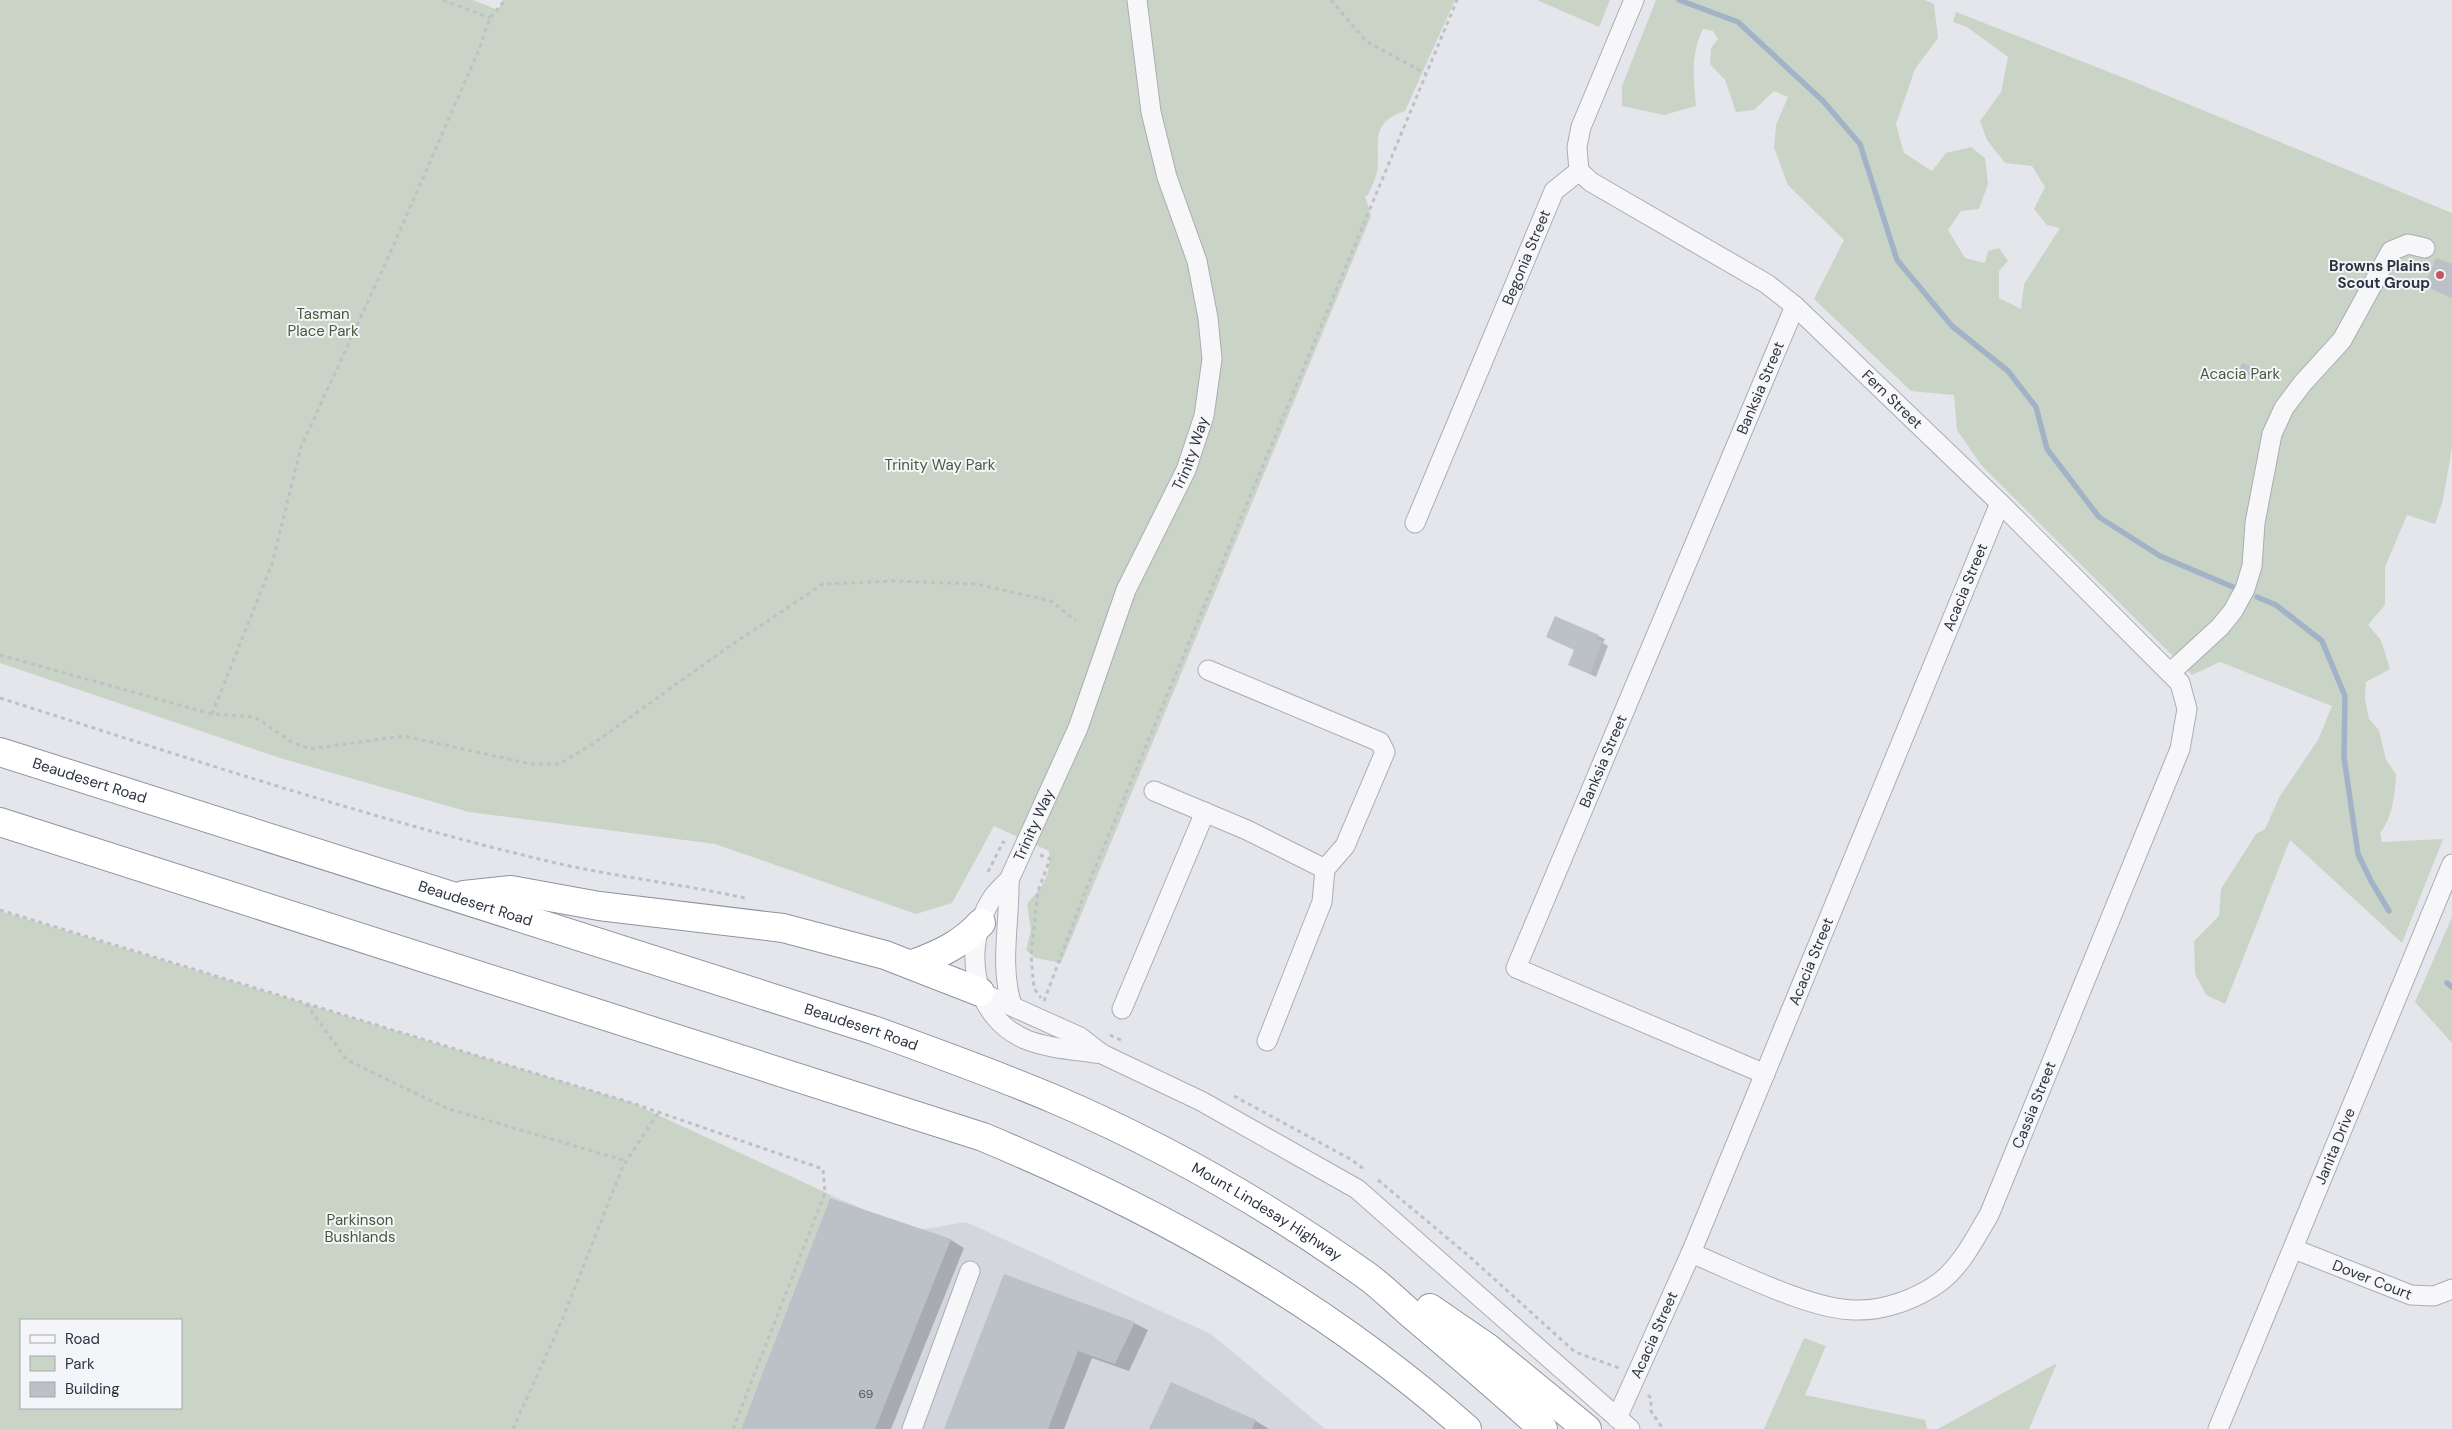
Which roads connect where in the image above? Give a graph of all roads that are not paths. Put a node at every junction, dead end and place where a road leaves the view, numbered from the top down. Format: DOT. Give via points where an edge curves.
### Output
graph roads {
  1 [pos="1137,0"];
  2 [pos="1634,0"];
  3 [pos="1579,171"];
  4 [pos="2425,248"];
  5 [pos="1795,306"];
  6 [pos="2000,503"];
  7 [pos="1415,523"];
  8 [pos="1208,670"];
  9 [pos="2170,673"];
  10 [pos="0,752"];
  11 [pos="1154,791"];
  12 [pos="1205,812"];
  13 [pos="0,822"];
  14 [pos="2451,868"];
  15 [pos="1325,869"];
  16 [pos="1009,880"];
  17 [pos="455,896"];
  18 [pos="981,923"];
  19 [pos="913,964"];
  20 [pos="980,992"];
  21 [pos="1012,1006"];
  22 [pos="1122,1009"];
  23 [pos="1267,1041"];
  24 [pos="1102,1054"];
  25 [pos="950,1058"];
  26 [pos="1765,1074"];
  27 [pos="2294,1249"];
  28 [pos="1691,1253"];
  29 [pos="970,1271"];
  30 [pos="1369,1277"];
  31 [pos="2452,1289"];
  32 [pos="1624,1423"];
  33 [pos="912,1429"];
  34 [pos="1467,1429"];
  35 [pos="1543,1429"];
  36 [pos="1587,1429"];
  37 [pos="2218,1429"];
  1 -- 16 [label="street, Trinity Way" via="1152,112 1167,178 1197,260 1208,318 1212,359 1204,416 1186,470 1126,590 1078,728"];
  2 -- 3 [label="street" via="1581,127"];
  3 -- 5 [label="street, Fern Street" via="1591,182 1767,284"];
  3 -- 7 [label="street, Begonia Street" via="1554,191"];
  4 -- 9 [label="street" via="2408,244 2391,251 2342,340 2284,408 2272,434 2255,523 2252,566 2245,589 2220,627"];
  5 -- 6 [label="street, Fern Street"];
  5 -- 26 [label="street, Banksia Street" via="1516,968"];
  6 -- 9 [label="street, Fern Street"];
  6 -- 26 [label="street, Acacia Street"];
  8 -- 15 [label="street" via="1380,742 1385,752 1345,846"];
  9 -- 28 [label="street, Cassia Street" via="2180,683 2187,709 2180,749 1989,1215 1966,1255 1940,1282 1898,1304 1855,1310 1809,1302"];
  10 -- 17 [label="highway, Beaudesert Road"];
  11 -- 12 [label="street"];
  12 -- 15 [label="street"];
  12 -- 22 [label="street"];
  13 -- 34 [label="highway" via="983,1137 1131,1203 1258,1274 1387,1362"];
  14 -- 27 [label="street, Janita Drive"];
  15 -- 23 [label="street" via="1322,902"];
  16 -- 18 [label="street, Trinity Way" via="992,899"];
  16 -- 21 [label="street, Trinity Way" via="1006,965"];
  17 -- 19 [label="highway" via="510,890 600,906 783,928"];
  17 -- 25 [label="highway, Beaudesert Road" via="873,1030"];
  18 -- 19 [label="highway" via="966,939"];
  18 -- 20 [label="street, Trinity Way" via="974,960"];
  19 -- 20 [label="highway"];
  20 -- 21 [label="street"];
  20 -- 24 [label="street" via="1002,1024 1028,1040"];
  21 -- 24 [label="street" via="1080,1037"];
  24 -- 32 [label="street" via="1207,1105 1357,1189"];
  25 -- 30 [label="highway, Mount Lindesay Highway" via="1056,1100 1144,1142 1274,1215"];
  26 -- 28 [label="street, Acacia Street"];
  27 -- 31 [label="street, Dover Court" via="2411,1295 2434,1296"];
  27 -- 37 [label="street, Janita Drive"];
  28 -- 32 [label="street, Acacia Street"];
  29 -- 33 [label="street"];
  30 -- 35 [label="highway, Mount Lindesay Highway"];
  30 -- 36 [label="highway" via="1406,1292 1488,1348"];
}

• • • • • • •

**What to produce:** Could you repeat all of the material exactly? Pictures should not be copied.

**Solution to this task:**
Which roads connect where in the image above? Give a graph of all roads that are not paths. Put a node at every junction, dead end and place where a road leaves the view, numbered from the top down. Format: DOT. Give via points where an edge curves.
### Output
graph roads {
  1 [pos="1137,0"];
  2 [pos="1634,0"];
  3 [pos="1579,171"];
  4 [pos="2425,248"];
  5 [pos="1795,306"];
  6 [pos="2000,503"];
  7 [pos="1415,523"];
  8 [pos="1208,670"];
  9 [pos="2170,673"];
  10 [pos="0,752"];
  11 [pos="1154,791"];
  12 [pos="1205,812"];
  13 [pos="0,822"];
  14 [pos="2451,868"];
  15 [pos="1325,869"];
  16 [pos="1009,880"];
  17 [pos="455,896"];
  18 [pos="981,923"];
  19 [pos="913,964"];
  20 [pos="980,992"];
  21 [pos="1012,1006"];
  22 [pos="1122,1009"];
  23 [pos="1267,1041"];
  24 [pos="1102,1054"];
  25 [pos="950,1058"];
  26 [pos="1765,1074"];
  27 [pos="2294,1249"];
  28 [pos="1691,1253"];
  29 [pos="970,1271"];
  30 [pos="1369,1277"];
  31 [pos="2452,1289"];
  32 [pos="1624,1423"];
  33 [pos="912,1429"];
  34 [pos="1467,1429"];
  35 [pos="1543,1429"];
  36 [pos="1587,1429"];
  37 [pos="2218,1429"];
  1 -- 16 [label="street, Trinity Way" via="1152,112 1167,178 1197,260 1208,318 1212,359 1204,416 1186,470 1126,590 1078,728"];
  2 -- 3 [label="street" via="1581,127"];
  3 -- 5 [label="street, Fern Street" via="1591,182 1767,284"];
  3 -- 7 [label="street, Begonia Street" via="1554,191"];
  4 -- 9 [label="street" via="2408,244 2391,251 2342,340 2284,408 2272,434 2255,523 2252,566 2245,589 2220,627"];
  5 -- 6 [label="street, Fern Street"];
  5 -- 26 [label="street, Banksia Street" via="1516,968"];
  6 -- 9 [label="street, Fern Street"];
  6 -- 26 [label="street, Acacia Street"];
  8 -- 15 [label="street" via="1380,742 1385,752 1345,846"];
  9 -- 28 [label="street, Cassia Street" via="2180,683 2187,709 2180,749 1989,1215 1966,1255 1940,1282 1898,1304 1855,1310 1809,1302"];
  10 -- 17 [label="highway, Beaudesert Road"];
  11 -- 12 [label="street"];
  12 -- 15 [label="street"];
  12 -- 22 [label="street"];
  13 -- 34 [label="highway" via="983,1137 1131,1203 1258,1274 1387,1362"];
  14 -- 27 [label="street, Janita Drive"];
  15 -- 23 [label="street" via="1322,902"];
  16 -- 18 [label="street, Trinity Way" via="992,899"];
  16 -- 21 [label="street, Trinity Way" via="1006,965"];
  17 -- 19 [label="highway" via="510,890 600,906 783,928"];
  17 -- 25 [label="highway, Beaudesert Road" via="873,1030"];
  18 -- 19 [label="highway" via="966,939"];
  18 -- 20 [label="street, Trinity Way" via="974,960"];
  19 -- 20 [label="highway"];
  20 -- 21 [label="street"];
  20 -- 24 [label="street" via="1002,1024 1028,1040"];
  21 -- 24 [label="street" via="1080,1037"];
  24 -- 32 [label="street" via="1207,1105 1357,1189"];
  25 -- 30 [label="highway, Mount Lindesay Highway" via="1056,1100 1144,1142 1274,1215"];
  26 -- 28 [label="street, Acacia Street"];
  27 -- 31 [label="street, Dover Court" via="2411,1295 2434,1296"];
  27 -- 37 [label="street, Janita Drive"];
  28 -- 32 [label="street, Acacia Street"];
  29 -- 33 [label="street"];
  30 -- 35 [label="highway, Mount Lindesay Highway"];
  30 -- 36 [label="highway" via="1406,1292 1488,1348"];
}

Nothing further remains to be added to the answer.